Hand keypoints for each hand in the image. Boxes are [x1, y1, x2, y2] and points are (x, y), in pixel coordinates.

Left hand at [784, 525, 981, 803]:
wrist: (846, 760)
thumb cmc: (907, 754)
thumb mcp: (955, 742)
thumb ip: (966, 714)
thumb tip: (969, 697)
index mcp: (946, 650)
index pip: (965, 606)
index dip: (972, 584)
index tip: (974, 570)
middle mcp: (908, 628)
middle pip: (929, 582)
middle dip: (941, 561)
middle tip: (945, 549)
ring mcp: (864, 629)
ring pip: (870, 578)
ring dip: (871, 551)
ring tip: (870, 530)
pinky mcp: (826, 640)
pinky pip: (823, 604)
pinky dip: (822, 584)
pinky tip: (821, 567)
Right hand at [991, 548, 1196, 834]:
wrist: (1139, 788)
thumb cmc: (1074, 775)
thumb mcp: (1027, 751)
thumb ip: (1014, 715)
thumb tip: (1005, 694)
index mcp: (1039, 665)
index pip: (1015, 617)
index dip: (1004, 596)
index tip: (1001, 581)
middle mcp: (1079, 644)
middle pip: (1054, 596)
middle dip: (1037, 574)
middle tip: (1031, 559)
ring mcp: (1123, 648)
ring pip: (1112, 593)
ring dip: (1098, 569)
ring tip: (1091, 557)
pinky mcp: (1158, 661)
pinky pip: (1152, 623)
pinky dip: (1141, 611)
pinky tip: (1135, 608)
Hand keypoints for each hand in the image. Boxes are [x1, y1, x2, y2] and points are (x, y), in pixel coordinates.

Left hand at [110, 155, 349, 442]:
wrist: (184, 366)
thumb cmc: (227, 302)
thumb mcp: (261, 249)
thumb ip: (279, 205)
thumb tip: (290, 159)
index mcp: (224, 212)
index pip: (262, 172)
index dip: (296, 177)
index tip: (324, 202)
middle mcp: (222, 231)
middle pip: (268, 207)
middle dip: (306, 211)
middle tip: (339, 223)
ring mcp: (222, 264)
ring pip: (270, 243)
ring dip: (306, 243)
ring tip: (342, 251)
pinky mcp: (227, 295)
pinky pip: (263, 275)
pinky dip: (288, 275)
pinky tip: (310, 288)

------------------------------------------------------------------------

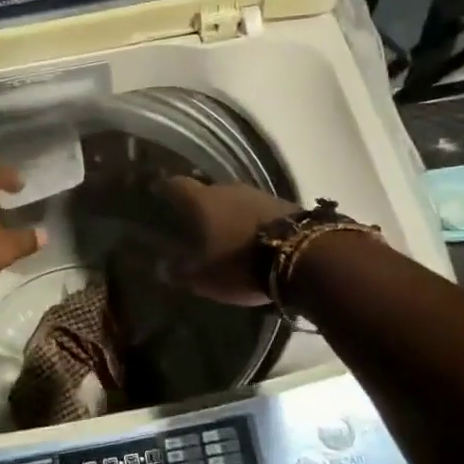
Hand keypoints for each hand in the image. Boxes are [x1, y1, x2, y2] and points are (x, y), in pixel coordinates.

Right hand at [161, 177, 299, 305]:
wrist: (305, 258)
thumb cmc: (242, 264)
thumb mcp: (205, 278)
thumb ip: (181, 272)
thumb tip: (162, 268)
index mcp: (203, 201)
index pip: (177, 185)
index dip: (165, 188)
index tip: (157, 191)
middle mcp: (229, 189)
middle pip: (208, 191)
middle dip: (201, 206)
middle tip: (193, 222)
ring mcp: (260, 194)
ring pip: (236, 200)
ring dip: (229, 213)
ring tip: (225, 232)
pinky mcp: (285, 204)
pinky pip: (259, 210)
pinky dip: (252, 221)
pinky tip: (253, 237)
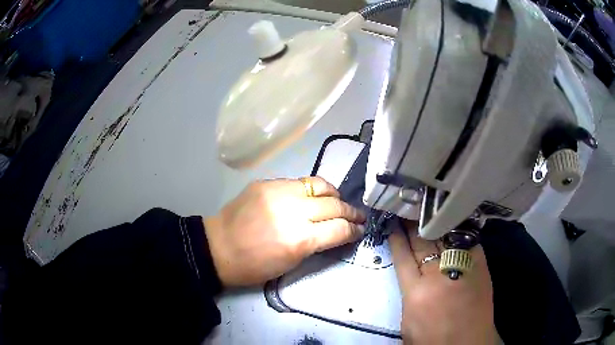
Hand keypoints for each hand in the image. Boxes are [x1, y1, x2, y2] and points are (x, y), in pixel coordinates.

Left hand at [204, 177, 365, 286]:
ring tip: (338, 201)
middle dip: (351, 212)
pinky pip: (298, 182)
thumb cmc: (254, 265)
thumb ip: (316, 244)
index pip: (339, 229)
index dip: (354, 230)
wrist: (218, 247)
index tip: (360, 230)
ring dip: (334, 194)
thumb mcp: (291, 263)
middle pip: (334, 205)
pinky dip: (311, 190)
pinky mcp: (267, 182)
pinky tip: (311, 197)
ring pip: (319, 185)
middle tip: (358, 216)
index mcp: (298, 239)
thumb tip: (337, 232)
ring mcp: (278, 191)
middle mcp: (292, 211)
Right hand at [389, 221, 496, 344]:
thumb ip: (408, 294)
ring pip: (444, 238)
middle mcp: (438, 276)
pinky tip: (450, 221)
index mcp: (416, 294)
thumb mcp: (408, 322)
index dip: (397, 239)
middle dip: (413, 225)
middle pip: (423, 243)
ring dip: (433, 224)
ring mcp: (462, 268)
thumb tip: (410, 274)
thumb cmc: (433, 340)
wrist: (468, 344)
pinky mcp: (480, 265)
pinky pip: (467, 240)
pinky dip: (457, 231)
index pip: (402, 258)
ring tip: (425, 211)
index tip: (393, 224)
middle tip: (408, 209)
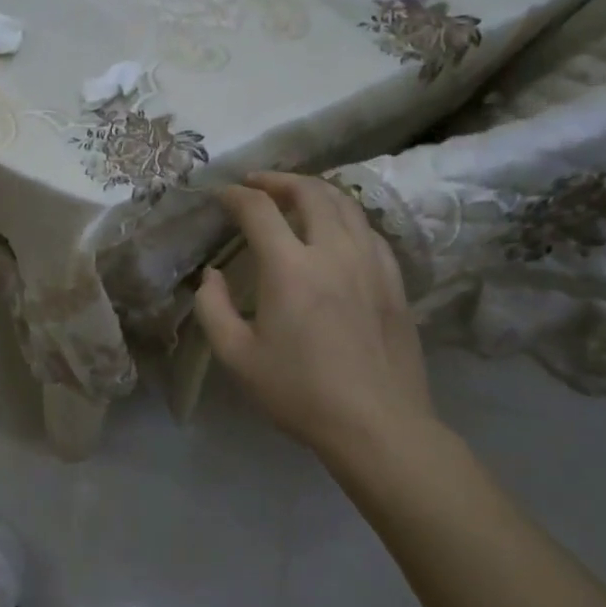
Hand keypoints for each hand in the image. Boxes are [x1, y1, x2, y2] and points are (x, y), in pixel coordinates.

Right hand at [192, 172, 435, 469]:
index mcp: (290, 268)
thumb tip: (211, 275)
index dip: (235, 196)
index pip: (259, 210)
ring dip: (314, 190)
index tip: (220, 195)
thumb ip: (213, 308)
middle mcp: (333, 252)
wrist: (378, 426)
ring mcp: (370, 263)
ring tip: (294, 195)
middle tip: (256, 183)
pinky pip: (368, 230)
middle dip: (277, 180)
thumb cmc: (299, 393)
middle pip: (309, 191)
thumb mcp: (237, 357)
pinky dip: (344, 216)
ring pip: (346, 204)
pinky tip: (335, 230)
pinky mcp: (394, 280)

------------------------------------------------------------------------

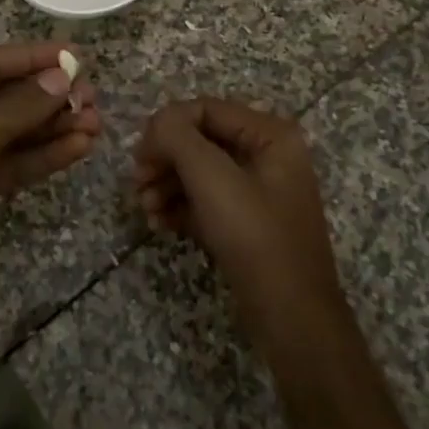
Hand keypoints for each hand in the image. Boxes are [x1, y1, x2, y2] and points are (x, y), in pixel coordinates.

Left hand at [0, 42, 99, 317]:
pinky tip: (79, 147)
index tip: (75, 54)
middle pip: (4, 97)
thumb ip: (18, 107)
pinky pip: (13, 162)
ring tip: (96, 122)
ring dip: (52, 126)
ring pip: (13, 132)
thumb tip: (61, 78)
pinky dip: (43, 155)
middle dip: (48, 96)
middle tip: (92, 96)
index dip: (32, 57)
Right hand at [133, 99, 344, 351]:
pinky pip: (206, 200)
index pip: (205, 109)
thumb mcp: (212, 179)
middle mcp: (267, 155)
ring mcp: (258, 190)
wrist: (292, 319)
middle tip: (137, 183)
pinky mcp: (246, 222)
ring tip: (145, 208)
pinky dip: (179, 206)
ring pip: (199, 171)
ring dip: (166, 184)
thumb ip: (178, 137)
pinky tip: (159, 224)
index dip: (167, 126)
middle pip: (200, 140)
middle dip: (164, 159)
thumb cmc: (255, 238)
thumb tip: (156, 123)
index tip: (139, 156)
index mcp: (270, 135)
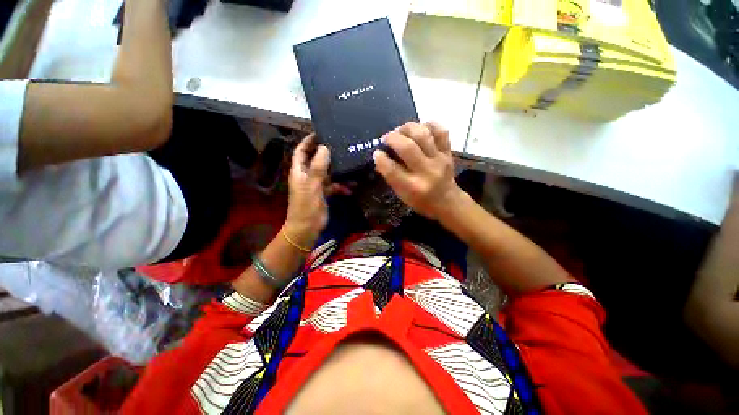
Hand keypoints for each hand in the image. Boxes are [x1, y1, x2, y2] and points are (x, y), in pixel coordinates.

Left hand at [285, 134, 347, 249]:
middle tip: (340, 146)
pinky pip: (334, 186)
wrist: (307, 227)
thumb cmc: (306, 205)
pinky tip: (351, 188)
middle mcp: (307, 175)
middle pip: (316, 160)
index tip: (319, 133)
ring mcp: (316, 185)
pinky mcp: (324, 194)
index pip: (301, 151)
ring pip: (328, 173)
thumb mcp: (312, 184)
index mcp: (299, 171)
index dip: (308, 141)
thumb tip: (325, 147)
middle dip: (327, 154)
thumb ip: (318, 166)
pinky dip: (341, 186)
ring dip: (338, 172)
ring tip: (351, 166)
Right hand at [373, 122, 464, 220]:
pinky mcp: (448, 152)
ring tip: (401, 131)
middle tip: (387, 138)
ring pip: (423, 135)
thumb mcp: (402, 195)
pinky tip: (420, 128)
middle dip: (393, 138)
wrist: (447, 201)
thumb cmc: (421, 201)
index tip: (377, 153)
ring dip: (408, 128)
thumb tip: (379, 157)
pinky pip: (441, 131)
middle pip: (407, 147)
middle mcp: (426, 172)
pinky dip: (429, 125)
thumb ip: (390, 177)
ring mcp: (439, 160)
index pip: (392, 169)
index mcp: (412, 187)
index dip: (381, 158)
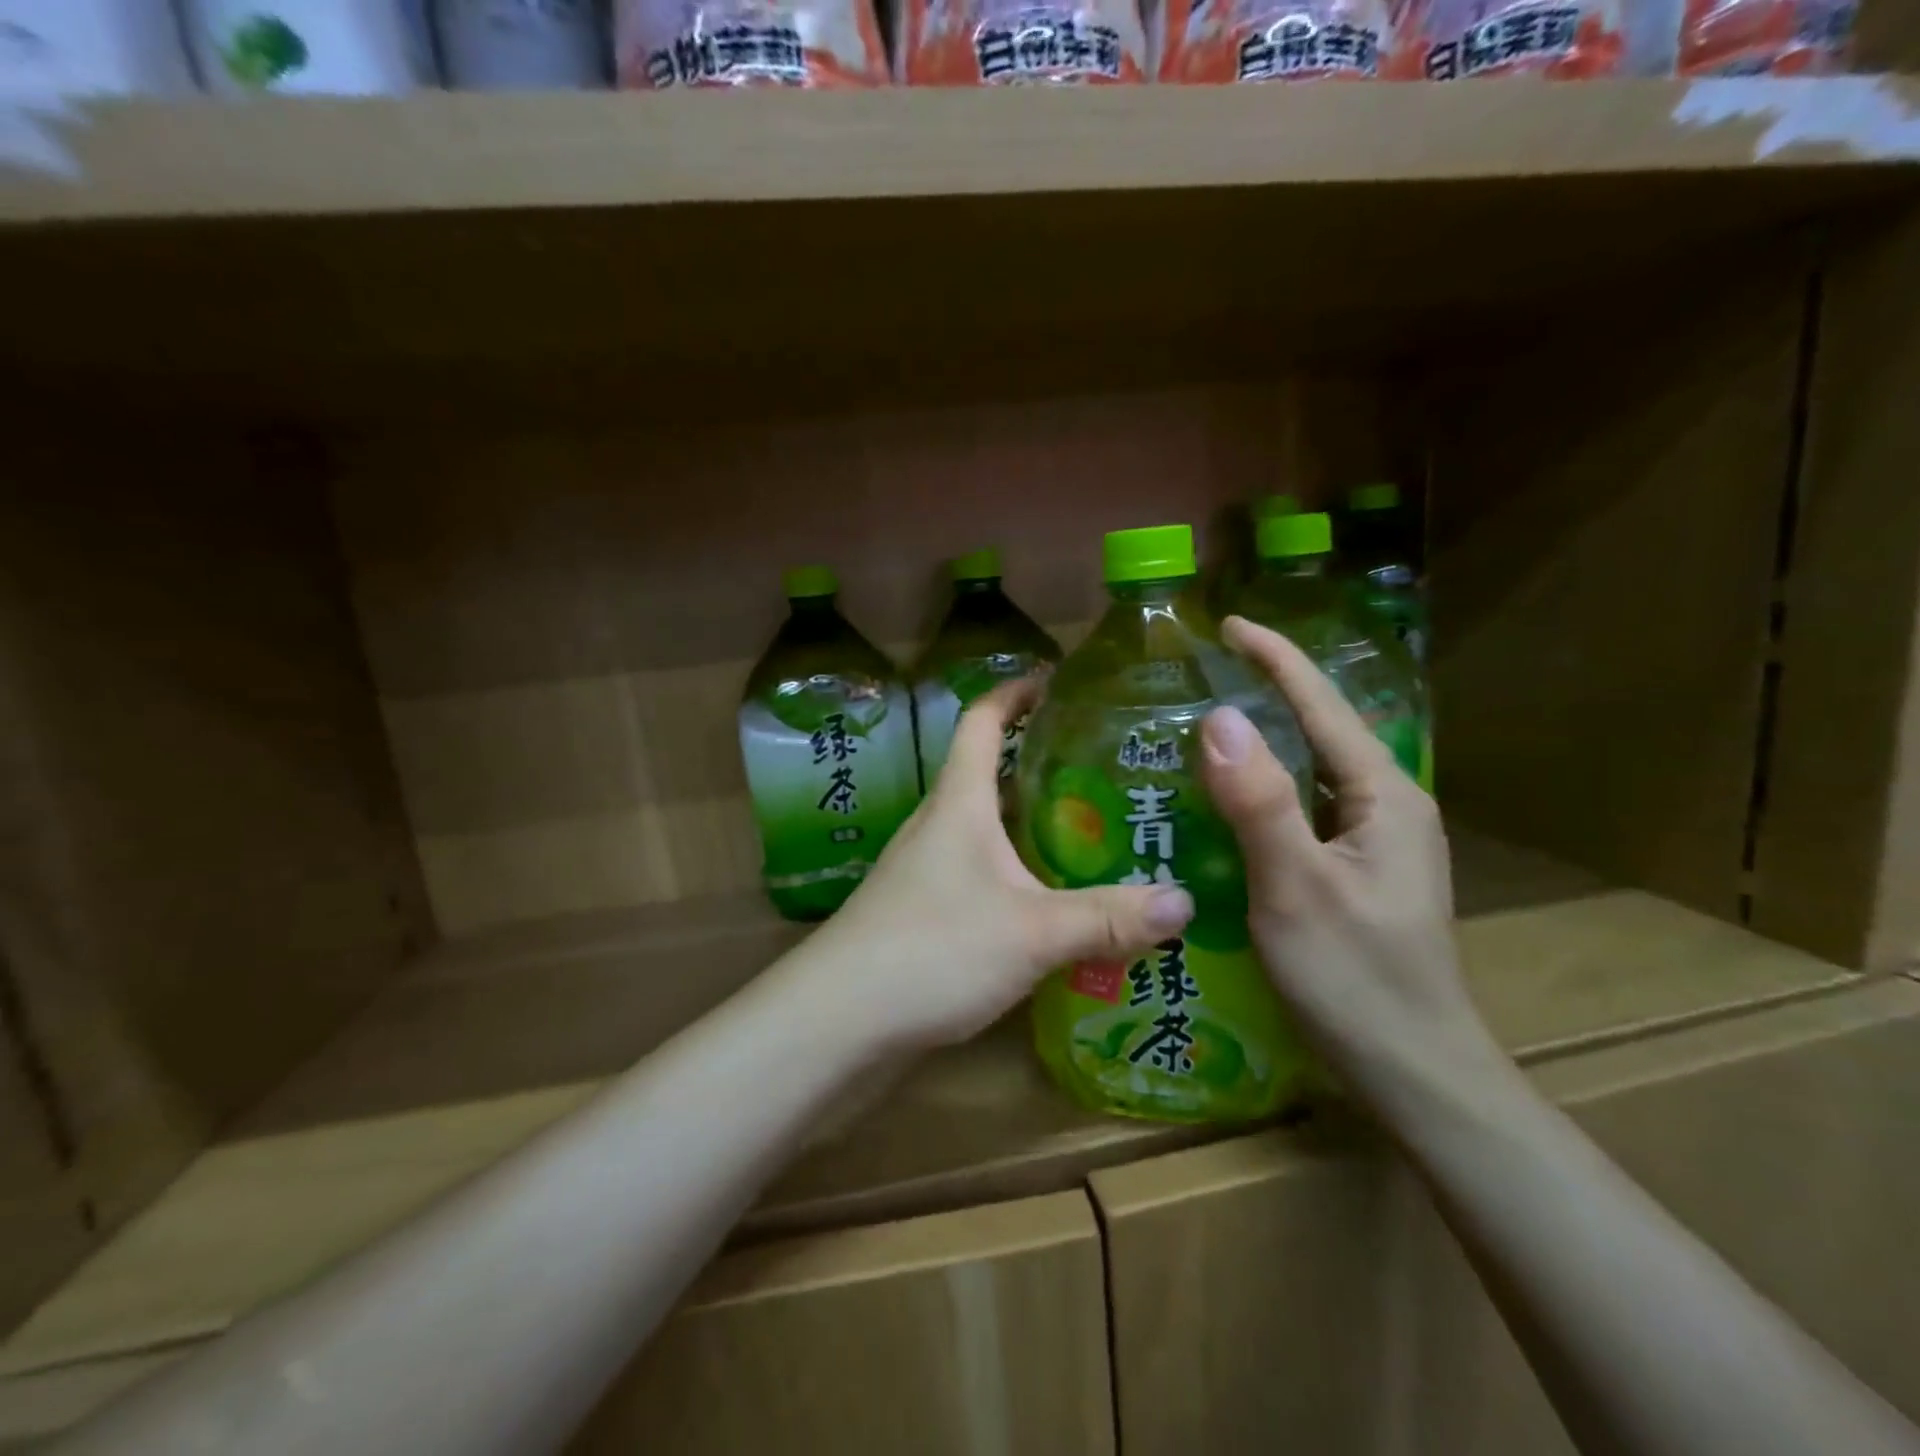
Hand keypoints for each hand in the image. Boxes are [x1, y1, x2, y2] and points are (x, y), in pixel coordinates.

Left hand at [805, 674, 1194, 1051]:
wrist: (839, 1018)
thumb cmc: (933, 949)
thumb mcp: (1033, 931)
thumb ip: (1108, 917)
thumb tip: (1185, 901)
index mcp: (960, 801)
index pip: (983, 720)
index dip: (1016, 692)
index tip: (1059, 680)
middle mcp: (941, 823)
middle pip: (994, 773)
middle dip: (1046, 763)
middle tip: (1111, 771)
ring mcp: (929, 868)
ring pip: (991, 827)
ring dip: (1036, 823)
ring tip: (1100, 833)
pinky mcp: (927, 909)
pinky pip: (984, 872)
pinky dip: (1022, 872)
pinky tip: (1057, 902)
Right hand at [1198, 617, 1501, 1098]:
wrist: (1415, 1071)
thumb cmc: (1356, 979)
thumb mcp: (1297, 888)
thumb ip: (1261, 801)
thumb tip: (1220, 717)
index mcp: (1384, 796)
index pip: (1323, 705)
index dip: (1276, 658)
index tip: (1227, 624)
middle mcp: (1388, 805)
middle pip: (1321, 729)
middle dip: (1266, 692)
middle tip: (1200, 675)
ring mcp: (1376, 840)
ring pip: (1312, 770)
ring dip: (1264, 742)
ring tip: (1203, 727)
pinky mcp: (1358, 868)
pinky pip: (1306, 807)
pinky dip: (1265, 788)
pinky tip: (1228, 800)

------------------------------------------------------------------------

__Task item__.
Please give again the lines above between the line holding "ring dip: (1036, 823)" and the line holding "pinky tip: (1228, 800)", inclusive, exactly as they are and with nothing added.

__Task response__.
ring dip: (1036, 823)
ring tip: (1100, 833)
pinky mcp: (927, 909)
pinky pip: (984, 872)
pinky dip: (1022, 872)
pinky tip: (1057, 902)
Right hand at [1198, 617, 1501, 1098]:
wrist: (1415, 1071)
thumb cmc: (1356, 979)
thumb mcp: (1297, 888)
thumb ip: (1261, 801)
thumb tip: (1220, 717)
index mcp: (1384, 796)
index pip: (1323, 705)
index dip: (1276, 658)
index tip: (1227, 624)
middle mcp: (1388, 805)
middle pip: (1321, 729)
middle dip: (1266, 692)
middle tip: (1200, 675)
ring mcp: (1376, 840)
ring pip: (1312, 770)
ring dip: (1264, 742)
ring tip: (1203, 727)
pinky mcp: (1358, 868)
pinky pip: (1306, 807)
pinky dip: (1265, 788)
pinky tip: (1228, 800)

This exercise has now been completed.